Odierai il prossimo tuo. Perché abbiamo dimenticato la fraternità

Riflessioni sulle paure del tempo presente

Matteo Maria Zuppi con Lorenzo Fazzini
Piemme, Milano 2019, pp. 191, € 16,50
Scheda di: 
Fascicolo: aprile 2020

Con il titolo provocatorio di Odierai il prossimo tuo, chiaro rovesciamento del detto evangelico, è apparsa recentemente una pubblicazione del card. Matteo M. Zuppi, nata da alcune conversazioni avute con il giornalista Lorenzo Fazzini. L’A. avverte l’esigenza di individuare strade di fraternità concretamente percorribili, per contrastare gli atteggiamenti di chiusura e l’estendersi della conflittualità a tutti i livelli, che caratterizzano il nostro tempo e che portano all’erosione dei vincoli interpersonali e sociali.

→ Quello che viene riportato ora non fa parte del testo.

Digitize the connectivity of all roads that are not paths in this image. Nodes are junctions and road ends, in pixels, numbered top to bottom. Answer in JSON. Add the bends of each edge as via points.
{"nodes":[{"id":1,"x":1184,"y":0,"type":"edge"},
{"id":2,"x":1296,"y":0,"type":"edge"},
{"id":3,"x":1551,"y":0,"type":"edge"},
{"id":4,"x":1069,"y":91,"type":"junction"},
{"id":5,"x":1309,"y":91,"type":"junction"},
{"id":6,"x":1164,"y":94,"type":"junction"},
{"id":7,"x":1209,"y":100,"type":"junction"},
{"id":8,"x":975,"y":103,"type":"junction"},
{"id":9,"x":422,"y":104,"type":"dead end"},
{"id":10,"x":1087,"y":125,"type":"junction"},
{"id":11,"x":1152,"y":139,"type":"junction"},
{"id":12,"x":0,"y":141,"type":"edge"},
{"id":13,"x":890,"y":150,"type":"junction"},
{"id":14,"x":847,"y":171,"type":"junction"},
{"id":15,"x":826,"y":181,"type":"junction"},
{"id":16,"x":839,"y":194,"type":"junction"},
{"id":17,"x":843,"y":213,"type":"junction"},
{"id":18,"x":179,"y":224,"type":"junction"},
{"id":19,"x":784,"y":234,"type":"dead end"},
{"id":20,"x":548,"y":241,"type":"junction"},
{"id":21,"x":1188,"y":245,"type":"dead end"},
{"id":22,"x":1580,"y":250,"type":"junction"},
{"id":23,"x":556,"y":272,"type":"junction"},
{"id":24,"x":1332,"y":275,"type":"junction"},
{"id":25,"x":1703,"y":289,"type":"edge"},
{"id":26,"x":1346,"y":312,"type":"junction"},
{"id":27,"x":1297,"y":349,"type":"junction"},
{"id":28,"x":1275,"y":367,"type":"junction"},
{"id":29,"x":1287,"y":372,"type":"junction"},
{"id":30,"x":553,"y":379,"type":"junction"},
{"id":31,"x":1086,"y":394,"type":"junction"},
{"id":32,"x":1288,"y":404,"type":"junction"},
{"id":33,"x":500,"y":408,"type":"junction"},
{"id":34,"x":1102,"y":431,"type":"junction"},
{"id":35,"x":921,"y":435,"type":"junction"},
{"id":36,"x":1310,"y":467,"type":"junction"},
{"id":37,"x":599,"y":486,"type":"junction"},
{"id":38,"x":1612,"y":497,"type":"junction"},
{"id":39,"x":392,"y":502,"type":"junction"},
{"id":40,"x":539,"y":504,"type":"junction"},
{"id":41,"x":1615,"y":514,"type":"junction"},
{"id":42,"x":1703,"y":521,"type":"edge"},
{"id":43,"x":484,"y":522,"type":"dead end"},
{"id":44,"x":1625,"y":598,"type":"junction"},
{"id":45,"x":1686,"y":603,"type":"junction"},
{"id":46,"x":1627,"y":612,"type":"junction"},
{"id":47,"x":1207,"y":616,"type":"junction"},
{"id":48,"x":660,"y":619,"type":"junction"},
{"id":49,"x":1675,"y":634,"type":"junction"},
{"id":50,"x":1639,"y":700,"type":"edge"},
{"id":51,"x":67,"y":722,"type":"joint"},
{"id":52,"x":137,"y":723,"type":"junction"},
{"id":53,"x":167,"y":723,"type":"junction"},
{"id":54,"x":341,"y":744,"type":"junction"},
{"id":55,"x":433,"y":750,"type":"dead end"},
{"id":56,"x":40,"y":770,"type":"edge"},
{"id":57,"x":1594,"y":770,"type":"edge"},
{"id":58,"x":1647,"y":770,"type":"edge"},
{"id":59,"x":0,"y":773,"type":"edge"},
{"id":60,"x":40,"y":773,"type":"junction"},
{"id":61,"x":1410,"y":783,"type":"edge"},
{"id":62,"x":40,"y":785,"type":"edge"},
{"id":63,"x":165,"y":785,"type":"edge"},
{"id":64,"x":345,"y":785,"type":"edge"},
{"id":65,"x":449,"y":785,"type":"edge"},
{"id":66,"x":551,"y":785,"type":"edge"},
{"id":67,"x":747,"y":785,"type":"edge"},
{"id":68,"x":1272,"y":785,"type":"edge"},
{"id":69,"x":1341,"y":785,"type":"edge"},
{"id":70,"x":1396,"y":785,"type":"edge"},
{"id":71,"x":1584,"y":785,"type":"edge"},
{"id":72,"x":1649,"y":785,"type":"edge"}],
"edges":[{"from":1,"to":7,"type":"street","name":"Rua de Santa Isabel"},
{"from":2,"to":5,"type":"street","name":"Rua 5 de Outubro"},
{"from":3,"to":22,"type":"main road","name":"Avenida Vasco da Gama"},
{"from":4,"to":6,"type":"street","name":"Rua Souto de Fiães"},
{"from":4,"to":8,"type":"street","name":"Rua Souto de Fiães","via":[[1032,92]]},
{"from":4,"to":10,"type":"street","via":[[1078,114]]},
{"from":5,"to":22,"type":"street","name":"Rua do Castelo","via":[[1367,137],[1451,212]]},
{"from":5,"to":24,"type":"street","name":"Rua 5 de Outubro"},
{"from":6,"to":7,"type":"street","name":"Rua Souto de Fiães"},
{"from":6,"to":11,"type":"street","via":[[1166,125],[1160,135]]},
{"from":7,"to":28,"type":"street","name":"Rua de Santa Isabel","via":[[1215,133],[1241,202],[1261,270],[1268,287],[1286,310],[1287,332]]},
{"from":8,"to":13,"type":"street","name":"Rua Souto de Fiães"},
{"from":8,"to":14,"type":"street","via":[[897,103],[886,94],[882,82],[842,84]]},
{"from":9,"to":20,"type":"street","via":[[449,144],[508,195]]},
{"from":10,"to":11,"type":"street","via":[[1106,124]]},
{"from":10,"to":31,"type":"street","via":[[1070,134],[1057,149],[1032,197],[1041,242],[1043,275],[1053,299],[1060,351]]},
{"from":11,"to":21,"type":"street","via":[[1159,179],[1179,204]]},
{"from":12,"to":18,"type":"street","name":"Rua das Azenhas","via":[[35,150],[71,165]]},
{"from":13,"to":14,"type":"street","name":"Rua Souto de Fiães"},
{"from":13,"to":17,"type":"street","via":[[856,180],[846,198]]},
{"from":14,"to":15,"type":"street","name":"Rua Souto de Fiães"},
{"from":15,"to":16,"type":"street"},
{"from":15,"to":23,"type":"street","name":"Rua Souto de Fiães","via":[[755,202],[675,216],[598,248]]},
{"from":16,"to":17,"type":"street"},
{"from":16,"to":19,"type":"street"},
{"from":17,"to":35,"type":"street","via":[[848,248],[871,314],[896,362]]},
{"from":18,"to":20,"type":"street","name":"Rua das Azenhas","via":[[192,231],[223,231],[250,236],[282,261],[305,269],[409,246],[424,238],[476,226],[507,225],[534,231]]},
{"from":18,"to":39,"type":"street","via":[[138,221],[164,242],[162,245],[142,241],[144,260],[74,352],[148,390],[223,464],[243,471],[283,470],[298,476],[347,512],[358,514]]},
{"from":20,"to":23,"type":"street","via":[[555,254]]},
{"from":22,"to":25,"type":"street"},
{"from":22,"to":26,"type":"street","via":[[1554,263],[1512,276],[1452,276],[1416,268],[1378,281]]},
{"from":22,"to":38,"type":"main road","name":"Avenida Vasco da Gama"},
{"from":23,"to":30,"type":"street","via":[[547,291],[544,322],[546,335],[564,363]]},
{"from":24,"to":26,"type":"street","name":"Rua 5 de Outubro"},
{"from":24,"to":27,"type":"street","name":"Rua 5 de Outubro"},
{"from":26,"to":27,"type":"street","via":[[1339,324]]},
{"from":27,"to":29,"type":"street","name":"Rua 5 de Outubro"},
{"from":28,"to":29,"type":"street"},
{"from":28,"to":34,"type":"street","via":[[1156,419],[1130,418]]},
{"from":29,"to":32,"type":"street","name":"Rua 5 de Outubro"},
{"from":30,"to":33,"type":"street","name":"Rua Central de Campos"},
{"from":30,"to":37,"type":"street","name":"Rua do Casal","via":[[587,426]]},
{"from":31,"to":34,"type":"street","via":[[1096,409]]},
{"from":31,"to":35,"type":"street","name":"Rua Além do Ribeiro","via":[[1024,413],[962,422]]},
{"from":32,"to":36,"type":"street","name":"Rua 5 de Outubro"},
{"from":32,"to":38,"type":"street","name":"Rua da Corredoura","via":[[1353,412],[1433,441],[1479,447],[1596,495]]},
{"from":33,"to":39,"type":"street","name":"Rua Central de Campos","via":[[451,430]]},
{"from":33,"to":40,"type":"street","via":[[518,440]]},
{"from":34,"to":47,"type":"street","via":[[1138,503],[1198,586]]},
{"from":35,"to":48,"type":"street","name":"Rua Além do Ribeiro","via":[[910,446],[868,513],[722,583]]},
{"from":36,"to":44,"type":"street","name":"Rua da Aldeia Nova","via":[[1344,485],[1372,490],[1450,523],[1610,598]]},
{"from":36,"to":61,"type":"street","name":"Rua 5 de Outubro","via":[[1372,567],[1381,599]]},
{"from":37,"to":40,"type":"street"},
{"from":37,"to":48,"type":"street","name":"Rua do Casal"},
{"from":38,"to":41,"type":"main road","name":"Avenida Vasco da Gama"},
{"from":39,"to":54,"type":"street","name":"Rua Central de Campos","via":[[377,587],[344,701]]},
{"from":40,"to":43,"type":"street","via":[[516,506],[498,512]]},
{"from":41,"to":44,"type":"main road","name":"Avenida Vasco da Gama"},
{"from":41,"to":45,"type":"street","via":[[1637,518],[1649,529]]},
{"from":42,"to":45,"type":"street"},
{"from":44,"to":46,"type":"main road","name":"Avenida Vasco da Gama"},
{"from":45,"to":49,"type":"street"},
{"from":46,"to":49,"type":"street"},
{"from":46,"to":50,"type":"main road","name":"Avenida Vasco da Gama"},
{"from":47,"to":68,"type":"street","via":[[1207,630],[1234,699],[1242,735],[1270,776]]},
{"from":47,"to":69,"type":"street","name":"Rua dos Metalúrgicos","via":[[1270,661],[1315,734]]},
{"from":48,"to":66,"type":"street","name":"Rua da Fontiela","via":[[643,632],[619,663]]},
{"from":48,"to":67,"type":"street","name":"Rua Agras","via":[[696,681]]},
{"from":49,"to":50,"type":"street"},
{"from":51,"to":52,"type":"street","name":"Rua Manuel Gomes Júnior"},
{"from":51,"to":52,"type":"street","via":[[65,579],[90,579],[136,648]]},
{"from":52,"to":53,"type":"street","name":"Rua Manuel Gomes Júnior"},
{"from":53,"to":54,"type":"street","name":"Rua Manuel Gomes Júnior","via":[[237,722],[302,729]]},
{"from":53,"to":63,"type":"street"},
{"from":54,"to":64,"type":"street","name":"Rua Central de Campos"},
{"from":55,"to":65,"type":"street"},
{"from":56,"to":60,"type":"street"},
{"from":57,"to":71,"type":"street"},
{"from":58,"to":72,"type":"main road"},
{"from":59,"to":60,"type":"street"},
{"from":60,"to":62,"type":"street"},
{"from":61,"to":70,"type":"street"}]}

Quali sono le cause dell’«odio crescente» che attraversa la nostra società? Zuppi ne individua due, tra loro strettamente connesse. In primo luogo, la paura. Essa affonda le sue radici nella percezione dell’altro come concorrente, come ostacolo o addirittura come potenziale nemico. Una paura alimentata dalle diverse forme di violenza (anche verbale) che ci circondano, ma pure volutamente amplificata da chi cerca di usarla per i propri interessi. La seconda causa è l’ignoranza dell’altro che, attraverso un uso spregiudicato dei mezzi di comunicazione, «viene costruito, descritto e denigrato ai nostri occhi» (p. 12) come presenza minacciosa da cui guardarsi e da cui difendersi.

Di fronte all’andazzo attuale è indispensabile creare spazi di incontro e di dialogo, dare vita a legami di solidarietà, porre gesti di fraternità. In questa prospettiva risulta determinante tenere vivo il riferimento a Gesù e al suo stile relazionale.

Zuppi riporta numerosi esempi di persone che, ispirandosi al Vangelo, sono state in grado di affrontare problemi complessi e hanno contribuito a trovare soluzioni praticabili. Ricorda il cammino da lui stesso percorso nella comunità di Sant’Egidio, la sua «scuola di fraternità». Un cammino che lo ha portato a svolgere un ruolo di primo piano nel processo di riconciliazione in Mozambico. L’accordo di pace tra il governo e la guerriglia, firmato a Roma il 4 ottobre 1992, costituisce un esempio eloquente di come «la fraternità ritrovata vince persino la guerra e le sue conseguenze […] Se esiste la fabbrica dell’odio (e c’è sicuramente, quando c’è la guerra) deve esistere anche un’altra fabbrica, quella in cui si costruisce la consapevolezza che non è possibile vivere senza l’altro» (pp. 150 e 152).

Lavorare per promuovere la fraternità è dunque possibile. Tutti, a qualunque credo appartengano, sono chiamati ad aprire varchi alla riconciliazione. Il cristiano, da parte sua, «crede con particolare energia, come un valore irrinunciabile, che apparteniamo a una sola famiglia. Da qui scaturisce la capacità di non fuggire davanti ai drammi, di non avere paura del conflitto, dell’alterità, di vedere oltre l’apparenza dell’altro, e di non rinunciare a guardare per paura di vedere e rimanere coinvolti» (p. 145).